The Vanishing Year

There were also the legal ramifications. I ran. I testified for a grand jury, but took off before Jared’s trial. Jared was still convicted, partly because he’d branded all eleven of his girls. But I ran, despite subpoenas. I have no idea if anyone came after me, looked for me. In New York, among the shelters and the streets, I procured a driver’s license and a phony birth certificate. They’re surprisingly easy to come by if you ask the right questions. I looked like a drifter, unassuming and trustworthy. It cost me every cent I had at the time. But my identity wasn’t mine, not legally, anyway. Still, I felt safer than if I’d let Detective Maslow do it for me.

“I guess I can’t explain it. I technically could. I’ve been sort of lost lately.” Lost in my thoughts, the words fell out of my mouth unbidden, and until I said it, I hadn’t known it was true. Sometimes, things don’t seem real until you verbalize them. I had been thinking about my mother, dreaming about her. The idea of looking for her again had seemed daunting and vague.

“I did a feature series once. Adoptive reunions. In Texas, seven, eight years ago,” Cash said, leaning forward across the table. “I can help. Do you want me to help?”

“Are the society pages boring you?” I teased, poking the air in his direction with my spoon.

He sat back, crossing his arms. “Yes, God yes. Sometimes it’s all I can do to stay awake.” He scratched at the back of his neck, realizing his admission. “Not that your, uh, event wasn’t spectacular. And I met you and you’ve been great, but . . .”

I laughed, letting him off the hook. “I get it. So many rich people, so little time?”

“I live in a studio in the East Village. I mean, the lean months can be a special form of torture.”

I have a vision of my mother, Evelyn, dignified in her starched hotel uniform, adorably cinched at the waist, pirouetting in the kitchen, leaving for a night shift, while sixteen-year-old me licked peanut butter off a spoon. Evelyn worked as a housekeeper by day and a hotel maid by night or early morning, depending on her shift. Despite her patchwork jobs, we still struggled to make ends meet.

We’d laughed at our poverty then, called it “creative financing,” collecting dented cans of creamed corn that we’d eat over toast. That changed when she got sick the first time, it no longer felt as adventurous. It felt precarious, dancing on the edge of a razor blade. There were real consequences to poverty, I learned.

I remember lean months.

A waitress appears, her heavy blue-lidded eyes darting back and forth between our single cups of coffee. I can see her calculating the tip and trying not to roll her eyes. Cash pays the tab, over my protest. “So let me help you.” He bites his lip. He seems very into the idea.

“We’ll see, okay? Write the story, see what you come up with. Will you send it to me before you run it?” I am concerned about the pictures. I realize the pictures combined with my admission of being from San Francisco could sink me. I haven’t been this stupid in years. Not at least since that New York magazine feature photo, with me hiding in the corner, but still somehow with a maniacal rictus grin.
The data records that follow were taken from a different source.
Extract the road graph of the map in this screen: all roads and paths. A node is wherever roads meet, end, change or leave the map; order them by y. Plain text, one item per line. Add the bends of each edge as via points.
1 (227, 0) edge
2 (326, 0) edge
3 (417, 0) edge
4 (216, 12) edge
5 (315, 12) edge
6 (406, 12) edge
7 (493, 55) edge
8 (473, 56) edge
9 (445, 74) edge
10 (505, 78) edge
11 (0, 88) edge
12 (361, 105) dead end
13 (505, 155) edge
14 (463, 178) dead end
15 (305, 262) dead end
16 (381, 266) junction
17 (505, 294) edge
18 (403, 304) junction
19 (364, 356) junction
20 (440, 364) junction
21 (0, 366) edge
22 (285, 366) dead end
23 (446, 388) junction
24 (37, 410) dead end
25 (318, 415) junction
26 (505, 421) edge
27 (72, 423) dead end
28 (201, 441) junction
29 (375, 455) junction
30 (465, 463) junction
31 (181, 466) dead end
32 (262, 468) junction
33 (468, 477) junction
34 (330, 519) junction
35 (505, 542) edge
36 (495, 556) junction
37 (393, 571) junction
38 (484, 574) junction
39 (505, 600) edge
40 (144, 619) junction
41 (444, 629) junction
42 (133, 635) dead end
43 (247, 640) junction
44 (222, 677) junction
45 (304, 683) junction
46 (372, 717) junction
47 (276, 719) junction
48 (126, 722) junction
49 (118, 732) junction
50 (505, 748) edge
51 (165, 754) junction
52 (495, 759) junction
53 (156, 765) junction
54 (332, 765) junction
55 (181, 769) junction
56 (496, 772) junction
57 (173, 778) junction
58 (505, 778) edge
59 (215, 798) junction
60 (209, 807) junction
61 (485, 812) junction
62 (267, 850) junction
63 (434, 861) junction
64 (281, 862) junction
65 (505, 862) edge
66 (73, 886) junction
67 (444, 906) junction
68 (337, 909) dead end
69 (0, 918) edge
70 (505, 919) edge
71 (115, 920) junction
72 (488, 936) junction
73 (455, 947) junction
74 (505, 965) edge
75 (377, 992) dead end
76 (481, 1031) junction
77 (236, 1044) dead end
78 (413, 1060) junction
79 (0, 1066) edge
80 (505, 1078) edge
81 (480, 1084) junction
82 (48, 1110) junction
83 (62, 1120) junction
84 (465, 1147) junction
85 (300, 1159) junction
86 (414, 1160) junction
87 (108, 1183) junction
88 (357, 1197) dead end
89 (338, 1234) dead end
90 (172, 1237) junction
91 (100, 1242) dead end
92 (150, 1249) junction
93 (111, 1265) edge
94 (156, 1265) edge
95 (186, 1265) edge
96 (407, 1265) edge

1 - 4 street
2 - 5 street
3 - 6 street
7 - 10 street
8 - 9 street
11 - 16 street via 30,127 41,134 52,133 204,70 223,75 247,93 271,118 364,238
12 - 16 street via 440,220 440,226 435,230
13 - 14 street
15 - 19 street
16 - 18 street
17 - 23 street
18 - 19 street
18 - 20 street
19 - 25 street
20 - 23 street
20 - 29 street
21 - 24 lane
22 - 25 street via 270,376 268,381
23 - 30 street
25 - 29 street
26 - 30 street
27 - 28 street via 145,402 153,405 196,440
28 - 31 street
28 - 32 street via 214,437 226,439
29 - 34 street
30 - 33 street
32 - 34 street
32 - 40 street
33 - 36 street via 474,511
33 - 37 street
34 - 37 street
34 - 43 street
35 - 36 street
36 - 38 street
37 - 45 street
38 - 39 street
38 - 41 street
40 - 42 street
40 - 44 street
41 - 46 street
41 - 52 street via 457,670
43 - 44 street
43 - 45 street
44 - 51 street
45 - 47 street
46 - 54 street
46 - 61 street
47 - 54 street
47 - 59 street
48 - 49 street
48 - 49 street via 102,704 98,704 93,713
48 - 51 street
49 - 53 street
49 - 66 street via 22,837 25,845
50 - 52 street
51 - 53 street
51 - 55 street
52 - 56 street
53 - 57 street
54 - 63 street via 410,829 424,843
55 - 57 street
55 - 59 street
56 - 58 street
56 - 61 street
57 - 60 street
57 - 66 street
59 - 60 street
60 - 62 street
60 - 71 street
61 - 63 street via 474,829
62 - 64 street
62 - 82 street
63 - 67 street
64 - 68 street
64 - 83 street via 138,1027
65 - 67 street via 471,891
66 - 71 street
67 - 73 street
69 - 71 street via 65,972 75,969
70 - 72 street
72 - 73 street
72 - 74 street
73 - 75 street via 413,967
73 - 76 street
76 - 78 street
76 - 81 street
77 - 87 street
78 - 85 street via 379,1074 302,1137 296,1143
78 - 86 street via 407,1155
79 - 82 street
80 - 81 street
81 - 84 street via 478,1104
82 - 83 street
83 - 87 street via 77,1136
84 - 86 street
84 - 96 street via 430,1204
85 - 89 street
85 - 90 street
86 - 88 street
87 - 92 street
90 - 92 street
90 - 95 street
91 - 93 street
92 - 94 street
While I don’t think I’m actively being pursued, the idea of hiding is long ingrained, the thought of going back claws at the back of my throat.

“Yeah, of course.”

We stand to leave together. Out of the corner of my eye, I see his hand hovering lightly above my back, guiding me out. Men and their shows of chivalry. He opens the door for me and I step out into the busy sidewalk. The sun is gleaming and I squint, fishing around in my pocketbook for sunglasses.

“Call me when you have the article written. I really loved the photos, Cash. You’re a talented photographer.” I pause then because I’m being sincere and his smile is wide, a faint flush in his cheeks from the compliment. He walks with me to the corner, where I will go uptown and he will head downtown, to his office.

The white walk sign blinks and I step off the curb. The roar of an engine is the only sound I hear; the voices of the crowd are muted. I look up and freeze. A car is careening through the intersection, its headlights bouncing as the car hits a pothole. My feet are solid lead blocks, glued to the pavement. Suddenly, something hits me hard and I feel myself tumble through the air. I scream and close my eyes, my fingers losing their grip on my purse strap. When I open my eyes, Cash is breathing hard on the ground next to me, a sheen of sweat on his forehead, his eyes wildly scanning the intersection. The car—in retrospect it was a gray sedan, glinting in the sunlight—is nowhere around.

“It turned left!” Someone from the crowd points to the alley.

“Did you get a plate number?” Cash shouts back before scrambling up and running halfway down the street in the direction the car turned. He decidedly gives up, jogging back to me. I sit up. My shoulder burns where it hit the pavement.

“What the hell was that?” Someone says.

A slight Hispanic man is crossing the intersection, wiping his hands on his white apron. He’s left his food cart across the street and his eyes are wild.

“That car, miss.” He is breathless and nervous. “Are you all right? He saved your life.” He gestures toward Cash, who is preoccupied, looking up and down the street.

I nod and stand up, half-embarrassed, and force a laugh. “They must have been drunk.”